Friday, 15 July 2011

The Saint who Married a Viking

Probably.

The saint in question, who is commemorated today, is Eadgyth (Edith) of Polesworth*, the sister of King Athelstan. When Athelstan came to the throne (c.925), the Anglo-Saxon kings of England ruled only as far north as the Humber: northern England was under the control of the Norse kings of Dublin, who had their capital at York. In 925 the Norse king was Sigtrygg, and Athelstan, in a bit of early-in-reign-alliance-establishing policy, arranged a marriage between his sister Edith and Sigtrygg. As part of this alliance, the pagan Sigtrygg agreed to accept Christianity and the overlordship of Athelstan, both in one go (this was how the descendants of Alfred did their best evangelising).

That was in 926. But the marriage was apparently not a success. This is how the chronicler Roger of Wendover tells it:

"Athelstan, king of the English, honourably married his sister Eathgitha to Sihtric, king of the Northumbrians, a man of Danish origin; who for love of the damsel renounced paganism and embraced the faith of Christ; but not long afterwards he repudiated the blessed virgin, and, abjuring Christianity, restored the worship of idols, and miserably ended his life shortly after his apostasy. The holy damsel thereupon, having preserved her virginity, abode at Pollesbury [Polesworth, Warwickshire], perserving in good works unto the end of her life, devoting herself to fasting and watching, alms-giving and prayer; and after a praiseworthy course of life she departed out of this world on the 15th of July at the same place, where unto this day [c.1230s] divine miracles cease not to be wrought."

(Roger of Wendover's Flores Historiarum, trans. Henry Bohn, p.245)

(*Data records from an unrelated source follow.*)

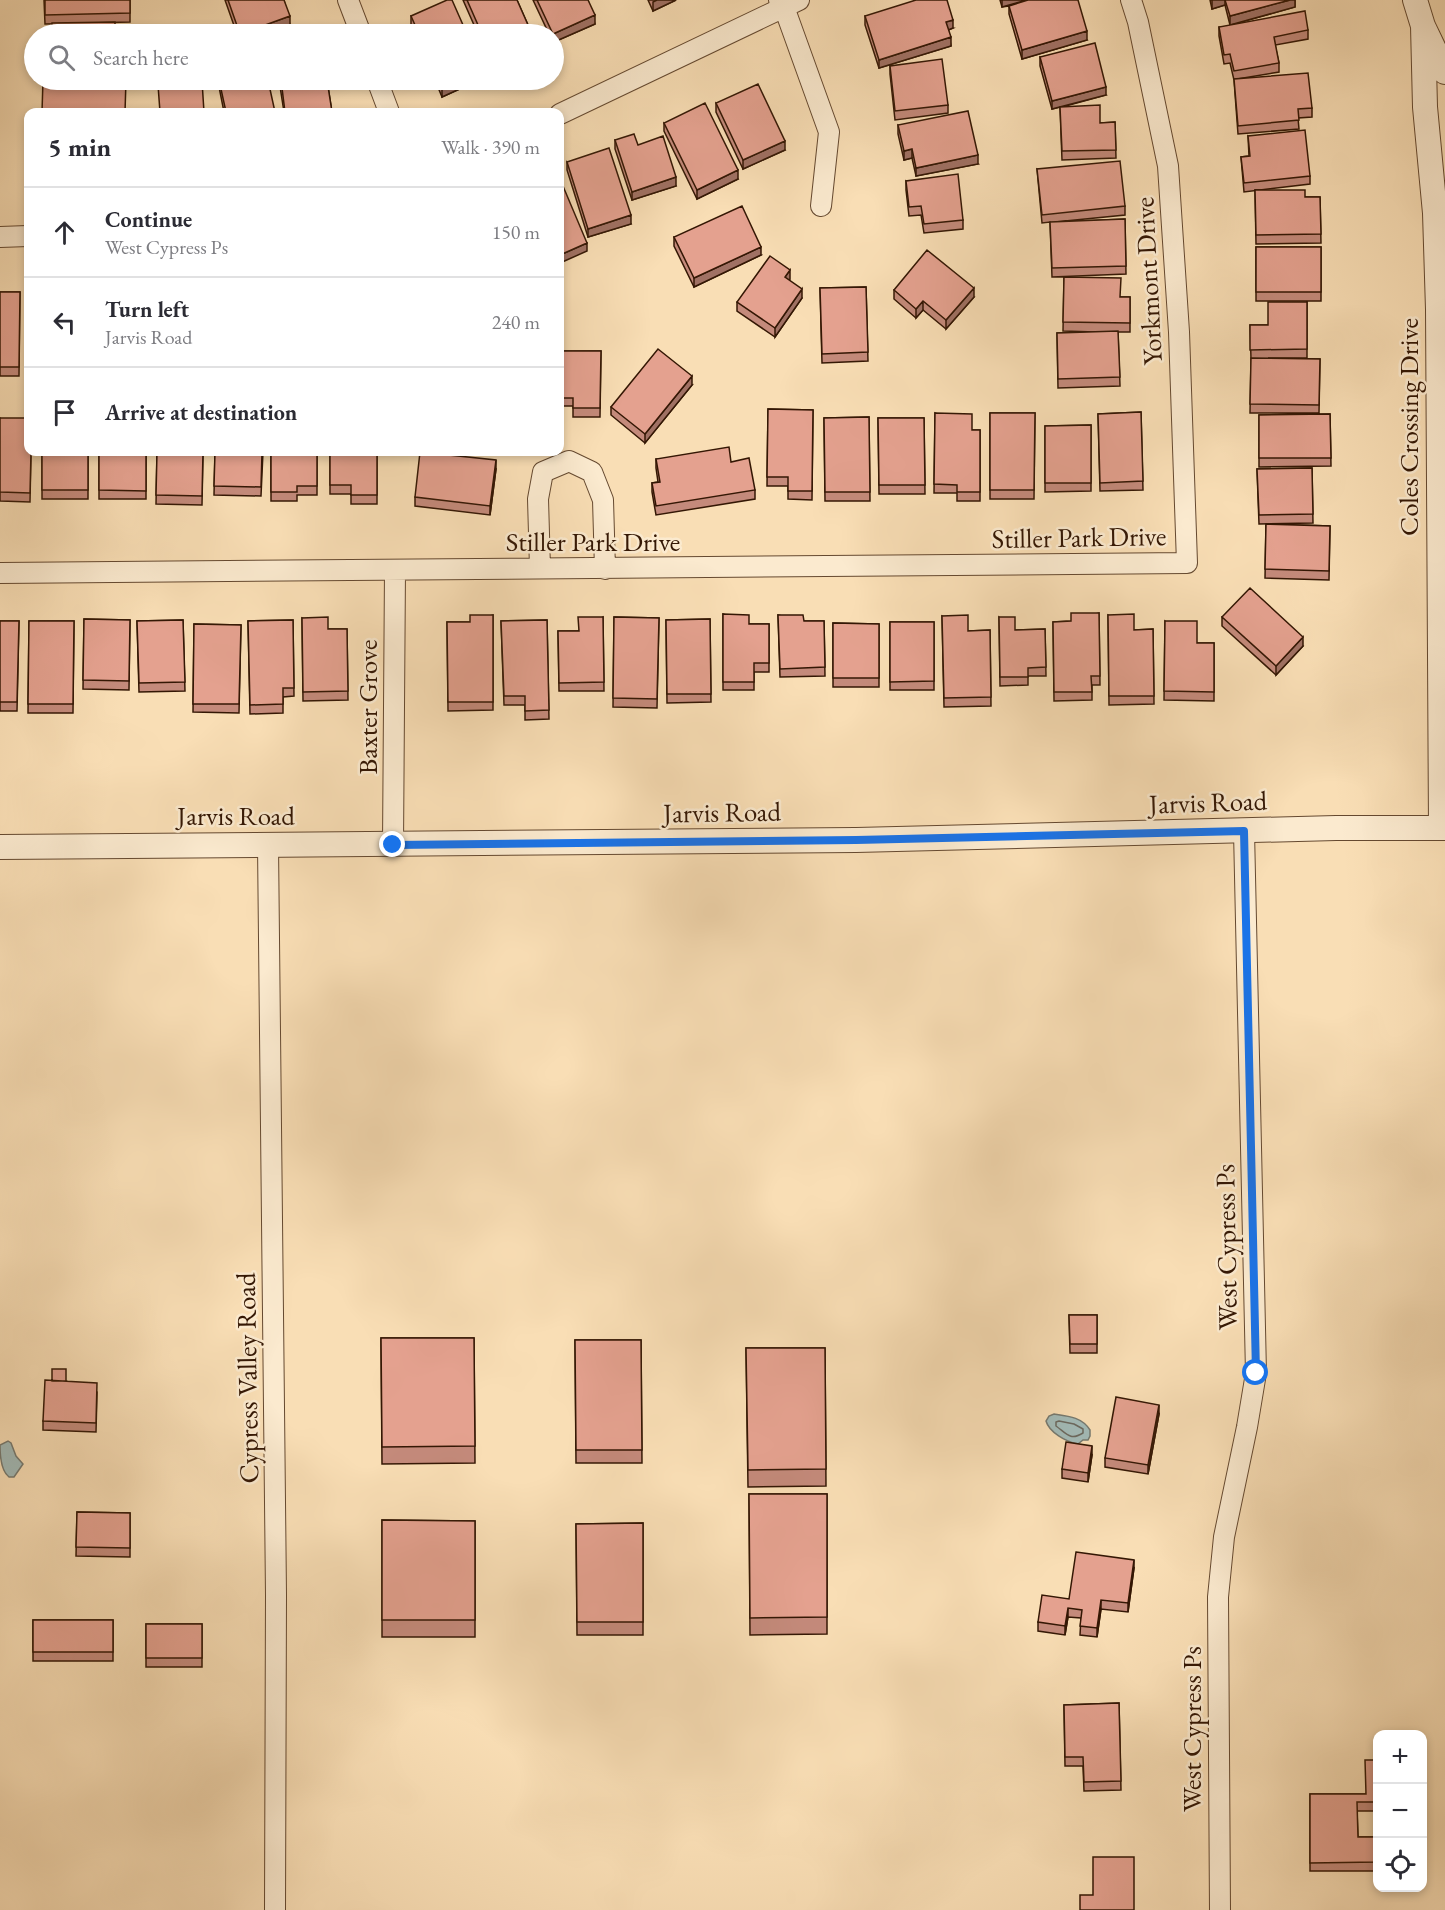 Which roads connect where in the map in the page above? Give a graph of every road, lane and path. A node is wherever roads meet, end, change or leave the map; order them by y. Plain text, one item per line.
1 (348, 0) edge
2 (1131, 0) edge
3 (1415, 0) edge
4 (787, 2) edge
5 (357, 24) edge
6 (1423, 26) junction
7 (1445, 72) edge
8 (381, 90) edge
9 (388, 108) edge
10 (564, 112) edge
11 (821, 206) dead end
12 (0, 237) edge
13 (24, 237) edge
14 (1187, 563) joint
15 (540, 568) junction
16 (605, 569) junction
17 (394, 570) junction
18 (0, 573) edge
19 (1443, 828) edge
20 (1244, 831) junction
21 (268, 845) junction
22 (393, 845) junction
23 (0, 847) edge
24 (275, 1910) edge
25 (1220, 1910) edge

1 - 5 street
2 - 14 street, Yorkmont Drive
3 - 6 street, Coles Crossing Drive
4 - 10 street
4 - 11 street
6 - 7 street, Coles Crossing Drive
6 - 19 street, Coles Crossing Drive
8 - 9 street
12 - 13 street
14 - 16 street, Stiller Park Drive
15 - 16 street, Stiller Park Drive
15 - 16 street
15 - 17 street, Stiller Park Drive
17 - 18 street, Stiller Park Drive
17 - 22 street, Baxter Grove
19 - 20 street, Jarvis Road
20 - 22 street, Jarvis Road
20 - 25 street, West Cypress Ps
21 - 22 street, Jarvis Road
21 - 23 street, Jarvis Road
21 - 24 street, Cypress Valley Road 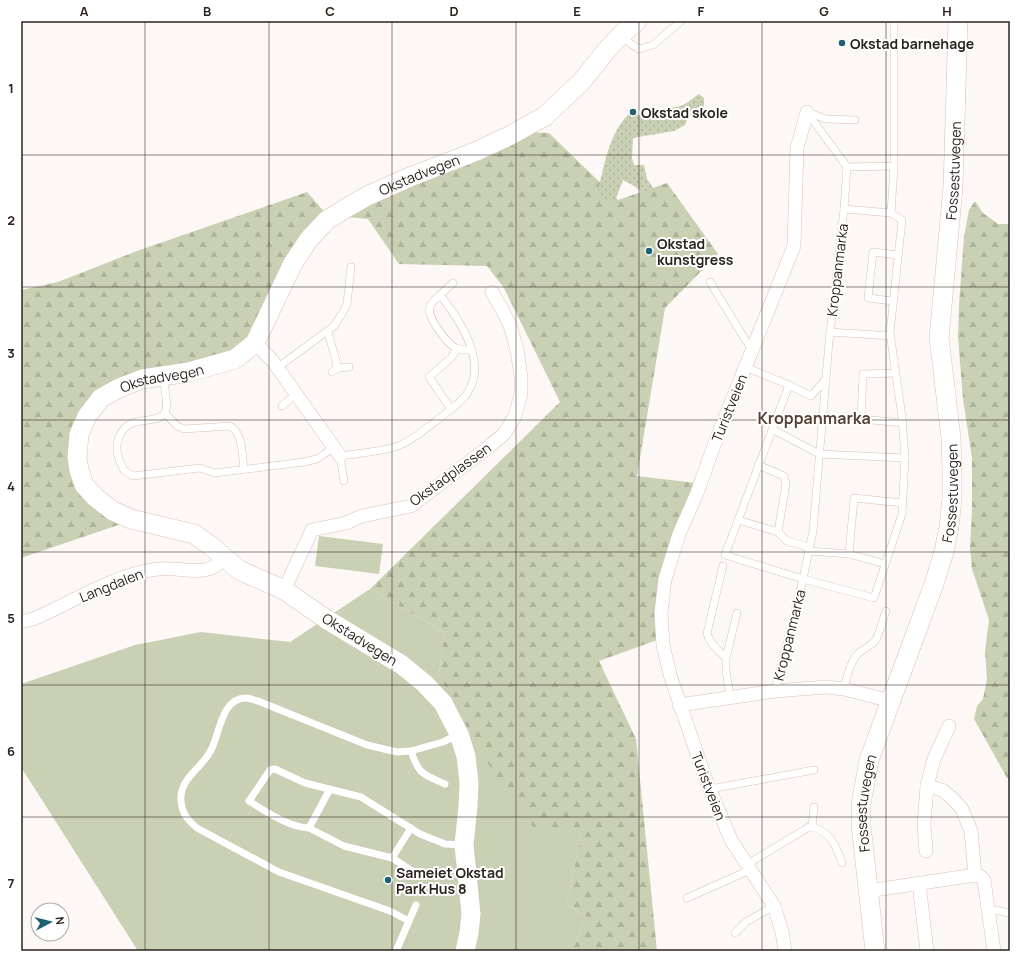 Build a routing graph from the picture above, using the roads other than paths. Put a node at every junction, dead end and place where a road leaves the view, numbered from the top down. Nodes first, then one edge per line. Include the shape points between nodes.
1 (638, 21) edge
2 (681, 21) edge
3 (894, 21) edge
4 (958, 21) edge
5 (621, 35) junction
6 (807, 112) junction
7 (855, 120) dead end
8 (894, 166) junction
9 (847, 167) junction
10 (844, 209) junction
11 (891, 213) junction
12 (898, 255) junction
13 (351, 268) dead end
14 (710, 282) dead end
15 (453, 283) dead end
16 (492, 292) dead end
17 (440, 295) junction
18 (893, 301) junction
19 (328, 332) junction
20 (830, 332) junction
21 (890, 336) junction
22 (255, 343) junction
23 (457, 349) junction
24 (472, 350) junction
25 (752, 350) junction
26 (349, 367) dead end
27 (745, 367) junction
28 (277, 368) junction
29 (338, 368) junction
30 (332, 372) dead end
31 (896, 373) junction
32 (163, 376) junction
33 (826, 379) junction
34 (789, 384) junction
35 (296, 394) junction
36 (811, 396) junction
37 (824, 401) junction
38 (282, 406) dead end
39 (451, 409) junction
40 (165, 413) junction
41 (903, 423) junction
42 (772, 429) junction
43 (337, 452) junction
44 (819, 454) junction
45 (905, 458) junction
46 (758, 465) junction
47 (244, 469) junction
48 (344, 481) dead end
49 (903, 503) junction
50 (738, 520) junction
51 (778, 532) junction
52 (809, 549) junction
53 (849, 554) junction
54 (224, 557) junction
55 (885, 564) junction
56 (723, 566) dead end
57 (803, 579) junction
58 (284, 590) junction
59 (886, 611) dead end
60 (737, 613) dead end
61 (21, 622) edge
62 (726, 658) junction
63 (844, 689) junction
64 (775, 691) junction
65 (730, 697) junction
66 (890, 701) junction
67 (680, 705) junction
68 (949, 726) dead end
69 (459, 734) junction
70 (410, 751) junction
71 (814, 770) dead end
72 (445, 784) dead end
73 (927, 786) junction
74 (330, 789) junction
75 (710, 789) junction
76 (814, 807) dead end
77 (812, 827) junction
78 (309, 828) junction
79 (411, 828) junction
80 (464, 845) junction
81 (926, 851) dead end
82 (392, 858) junction
83 (842, 863) dead end
84 (748, 868) junction
85 (417, 874) dead end
86 (975, 875) junction
87 (918, 884) junction
88 (868, 891) junction
89 (687, 898) dead end
90 (416, 905) dead end
91 (774, 906) junction
92 (989, 909) junction
93 (1010, 913) edge
94 (409, 921) junction
95 (735, 933) dead end
96 (397, 949) dead end
97 (465, 951) edge
98 (784, 951) edge
99 (875, 951) edge
100 (927, 951) edge
101 (994, 951) edge

1 - 5 street, Okstadvegen
2 - 5 lane via 653,46 638,49
3 - 8 lane
4 - 66 street, Fossestuvegen via 954,187 939,338 951,438 952,498 942,558
5 - 22 street, Okstadvegen via 582,81 545,116 477,151 368,196 327,220 309,239 292,265
6 - 7 lane via 826,119
6 - 9 lane
6 - 25 street, Turistveien via 797,148 794,246
8 - 9 lane
8 - 11 lane
9 - 10 lane, Kroppanmarka
10 - 11 lane, Kroppanmarka
10 - 20 lane, Kroppanmarka
11 - 12 lane, Kroppanmarka via 902,220
12 - 18 lane, Kroppanmarka
12 - 18 lane via 873,252 868,298
13 - 19 lane via 347,304
14 - 25 lane
15 - 17 lane
16 - 58 street, Okstadplassen via 516,332 520,370 521,394 515,416 504,434 411,506 312,530
17 - 23 lane via 432,303 429,312 450,344
17 - 24 lane via 461,324
18 - 21 lane, Kroppanmarka
19 - 28 lane
19 - 29 lane
20 - 21 lane, Kroppanmarka
20 - 33 lane, Kroppanmarka
21 - 31 lane, Kroppanmarka
22 - 28 street
22 - 32 street, Okstadvegen via 235,359 189,372
23 - 24 lane
23 - 39 lane via 451,358 429,377
24 - 39 lane via 473,382 466,394
25 - 27 street, Turistveien
26 - 29 lane
27 - 34 lane
27 - 67 street, Turistveien via 679,534 665,579 661,613 663,644
28 - 35 street
29 - 30 lane
31 - 41 lane, Kroppanmarka
31 - 41 lane via 863,374 861,419
32 - 40 lane via 167,405
32 - 54 street, Okstadvegen via 142,379 119,388 101,398 87,416 79,434 77,458 84,485 112,511 130,519 194,534
33 - 36 lane
33 - 37 lane, Kroppanmarka
34 - 36 lane
34 - 42 lane, Kroppanmarka
35 - 38 lane
35 - 43 street
36 - 37 lane
37 - 44 lane, Kroppanmarka
39 - 43 lane via 399,446
40 - 47 lane via 177,426 184,429 230,426 233,428 238,433
40 - 47 lane via 160,418 129,425 121,433 116,446 124,471 133,476 200,468 215,473
41 - 45 lane, Kroppanmarka
42 - 44 lane
42 - 46 lane, Kroppanmarka
43 - 47 lane via 304,462
43 - 48 lane
44 - 45 lane
44 - 52 lane, Kroppanmarka
45 - 49 lane, Kroppanmarka
46 - 50 lane, Kroppanmarka
46 - 51 lane via 784,476 786,484
49 - 53 lane via 854,498
49 - 55 lane, Kroppanmarka via 902,514
50 - 51 lane
50 - 57 lane, Kroppanmarka via 725,555
51 - 52 lane via 787,541
52 - 53 lane
52 - 57 lane, Kroppanmarka
53 - 55 lane
54 - 58 street, Okstadvegen via 239,570
54 - 61 street, Langdalen via 214,567 204,571 160,568 142,571
55 - 57 lane, Kroppanmarka via 874,598
56 - 62 lane via 708,639
57 - 64 lane, Kroppanmarka
58 - 69 street, Okstadvegen via 402,665 424,682 443,703
59 - 63 lane via 875,642 856,657
60 - 62 lane
62 - 65 lane
63 - 64 street via 826,687
63 - 66 street
64 - 65 street
65 - 67 street
66 - 88 street, Fossestuvegen via 869,760 861,804
67 - 75 street, Turistveien
68 - 73 street via 934,759
69 - 70 lane via 443,742
69 - 80 street, Okstadvegen via 466,756 469,783
70 - 72 lane via 416,766 423,774
70 - 94 lane via 397,752 367,745 245,698 235,701 223,714 211,752 184,782 180,794 181,808 187,820 198,828 279,872 390,911
71 - 75 lane
73 - 81 street via 924,824
73 - 86 street via 942,790 962,809 971,831
74 - 78 lane
74 - 78 lane via 305,783 276,769 270,770 249,801 270,815
74 - 79 lane via 360,797
75 - 84 street, Turistveien via 731,840
76 - 77 lane
77 - 83 lane via 828,835
77 - 84 lane
78 - 82 lane via 344,846
79 - 80 lane via 445,844
79 - 82 lane
80 - 97 street, Okstadvegen via 471,914
82 - 85 lane
84 - 89 lane
84 - 91 street, Turistveien
86 - 87 street
86 - 92 street via 984,880
87 - 88 street
87 - 100 street
88 - 99 street, Fossestuvegen
90 - 94 lane
91 - 95 lane via 746,922
91 - 98 street, Turistveien via 782,932
92 - 93 lane
92 - 101 street
94 - 96 lane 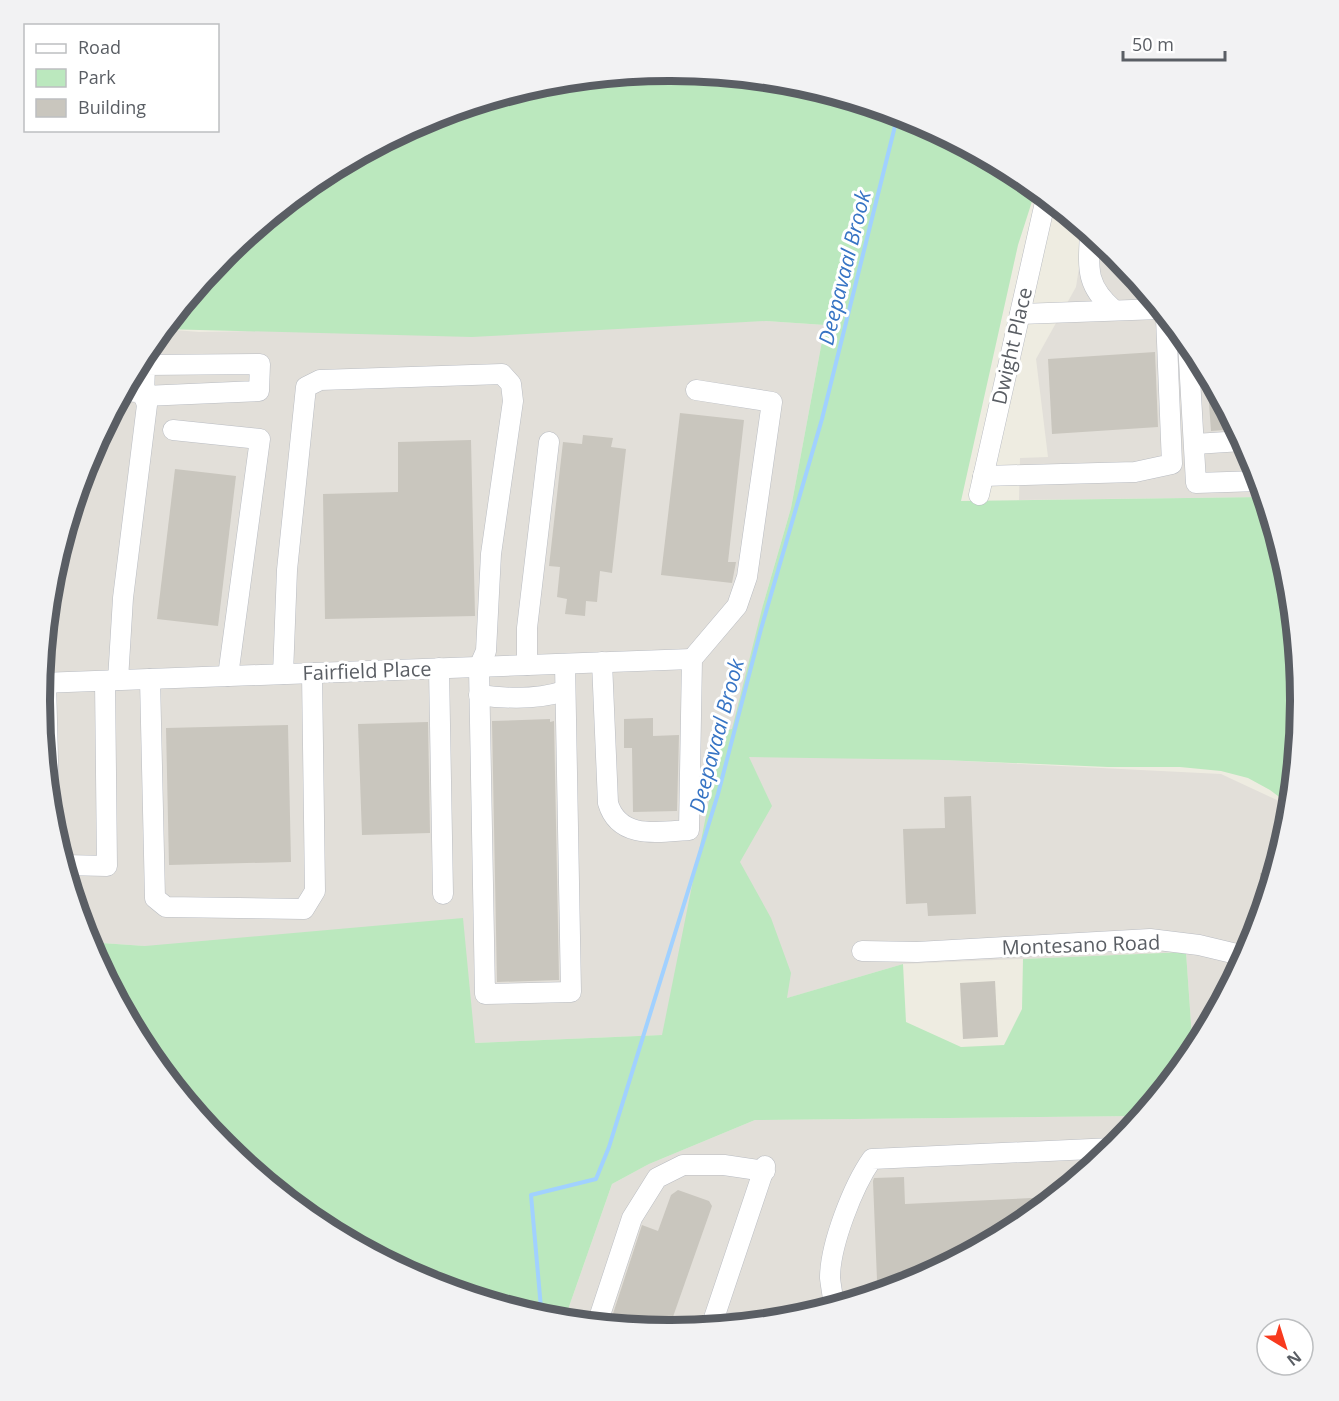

Sigtrygg indeed died in 927; whatever Edith's marriage to this pagan Viking might have been like, it was at least short. On his death Athelstan swooped and seized Northumbria, thus becoming the first ruler of (almost) all of England.

Edith, if Roger's late account is to be trusted, went off and became a nun, and later saint. But she may just possibly have been the mother of Sigtrygg's son Óláfr (Roger's assertion that she "preserved her virginity" may just be a commonplace of hagiography; Anglo-Saxon royal saints from Ethelthyrth to Edward the Confessor were credited with celibate marriages). This Óláfr, who later also became king of Northumbria and Dublin, was probably the original for the Anglo-Danish legendary hero Havelok (at least for his name - they share the unusual nickname cuaran, 'sandal.'). As previously discussed, I like Havelok a lot. It seems rather appropriate that he may have been based on the product of a union between an English Christian princess and a Norse king who claimed descent from one of the scariest Vikings of all.



* that's not St Eadgyth of Wilton, the 'mighty queen' of Goscelin and Eva, and not Edward the Confessor's wife Eadgyth. Edith was a really common Anglo-Saxon royal female name. Luckily, it is also one of the few Anglo-Saxon female names to be at all euphonious, thus providing those of us who dream of giving our daughters Anglo-Saxon names with at least one decent option. (Much as I like St Hilda, St Mildred, and Bertha of Canterbury... no.)